PORTLAND, Maine -- Last year's holiday season -- with sick and quarantined workers, a flood of packages from shoppers loath to set foot in stores and last-minute dumps of packages from overwhelmed private shippers -- was far from the most wonderful time of the year for the U.S. Postal Service.
Postal workers, who recall all of the packages and letters that piled up in distribution hubs, say they are better prepared this year as they gear up for another pandemic crunch, even though low product inventories, and port and supply chain disruptions are creating new uncertainty about getting gifts delivered on time.
Workers have already seen a surge in holiday packages, which began several weeks ago.
"A lot of the workers are saying, 'Oh no. Here we go again,'" said Scott Adams, local president of the American Postal Workers Union in Portland.
The Postal Service and private shippers UPS and FedEx are increasing their hiring -- employing about 230,000 temporary workers -- and taking other steps to ensure they don't become overwhelmed this year.
Nearly 3.4 billion parcels are expected to crisscross the country this holiday season, representing an estimated increase of about 400 million compared with last year, said Satish Jindel, from Pennsylvania-based ShipMatrix, which analyzes shipping package data.
When cards and letters are included, the Postal Service says it will be delivering more than 12 billion items.
"The pandemic is still here. The supply chain is a challenge that's going to impact how people shop and how products move," said Mark Dimondstein, president of the American Postal Workers Union, which represents more than 200,000 postal workers.
This year the Postal Service, UPS and FedEx are seeing several trends that could work in their favor, Jindel said.
More people are shopping in stores as compared with last year, and people have been placing online orders earlier because they're keenly aware of supply chain problems, Jindel said. Also, with workers returning to offices, there are fewer office supply shipments being sent to homes, he said.
Most importantly, the shippers are adapting after their rough-and-tumble experience last year, he said.
U.S. Postmaster General Louis DeJoy, who faced withering criticism last year, has reported on-time improvements and reduced operating losses this month, and says the service is ready.
"We are ready, so send us your packages and your mail," he said.
A year ago, more than one-third of Postal Service first-class mail didn't arrive in time for Christmas.
Tractor-trailers stuffed with mail were left idling outside some postal-sorting facilities. Packages and letters piled up in distribution hubs. Delays grew by days, and then weeks, in many instances.
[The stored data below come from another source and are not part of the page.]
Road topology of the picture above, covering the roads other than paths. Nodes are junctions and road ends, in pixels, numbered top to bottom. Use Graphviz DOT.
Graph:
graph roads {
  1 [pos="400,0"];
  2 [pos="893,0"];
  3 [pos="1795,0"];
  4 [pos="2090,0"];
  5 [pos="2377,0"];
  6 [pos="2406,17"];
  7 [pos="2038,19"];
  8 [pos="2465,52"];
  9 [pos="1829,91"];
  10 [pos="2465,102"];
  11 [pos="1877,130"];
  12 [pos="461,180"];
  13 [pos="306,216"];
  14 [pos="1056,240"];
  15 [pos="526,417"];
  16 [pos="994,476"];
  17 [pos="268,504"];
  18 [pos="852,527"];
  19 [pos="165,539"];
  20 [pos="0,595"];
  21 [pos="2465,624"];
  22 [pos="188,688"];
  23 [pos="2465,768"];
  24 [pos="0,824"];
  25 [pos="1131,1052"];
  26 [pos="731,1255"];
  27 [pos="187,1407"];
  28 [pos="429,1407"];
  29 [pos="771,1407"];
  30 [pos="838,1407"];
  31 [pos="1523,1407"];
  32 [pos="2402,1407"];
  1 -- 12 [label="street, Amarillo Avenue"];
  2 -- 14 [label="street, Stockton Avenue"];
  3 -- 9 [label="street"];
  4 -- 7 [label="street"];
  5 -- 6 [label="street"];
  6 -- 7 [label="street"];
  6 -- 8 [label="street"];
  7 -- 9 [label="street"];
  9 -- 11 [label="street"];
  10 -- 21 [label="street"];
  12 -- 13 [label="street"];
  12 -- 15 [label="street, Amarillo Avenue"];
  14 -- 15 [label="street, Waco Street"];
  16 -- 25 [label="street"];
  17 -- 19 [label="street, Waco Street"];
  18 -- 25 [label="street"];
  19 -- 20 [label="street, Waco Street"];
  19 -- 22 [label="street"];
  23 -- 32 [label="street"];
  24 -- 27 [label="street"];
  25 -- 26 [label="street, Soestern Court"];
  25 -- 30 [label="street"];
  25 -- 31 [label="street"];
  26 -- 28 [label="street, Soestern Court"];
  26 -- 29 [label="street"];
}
Two things were painfully obvious. More workers and more space were needed.
To get a handle on the volume, the Postal Service is transitioning more than 30,000 non-career employees to the ranks of career employees, hiring 40,000 seasonal workers and leasing extra space at more than 100 locations to ensure there's room for parcels.
The Postal Service installed more than 100 new package sorting machines as of early November, part of $40 billion in planned investments over 10 years.
Also, more than 50 package systems capable of sorting large parcels are being deployed.
Combined, these efforts expand capacity by an additional 4.5 million packages per day, officials said.
UPS, for its part, is hiring more than 100,000 seasonal employees across the country, and continues to add aircraft and automation. It expects nearly 90% of its packages to flow through automated facilities by year's end.
FedEx is boosting its nationwide workforce by 90,000 across its operating companies. Most of the new workers are expected to remain after the holidays, the company said.
Despite all of the extra workers, the shippers agree that this is not the year for shoppers to procrastinate.
"Complete your holiday shopping as soon as possible," said Jim Mayer, spokesperson for UPS, and get it in the shipping pipeline.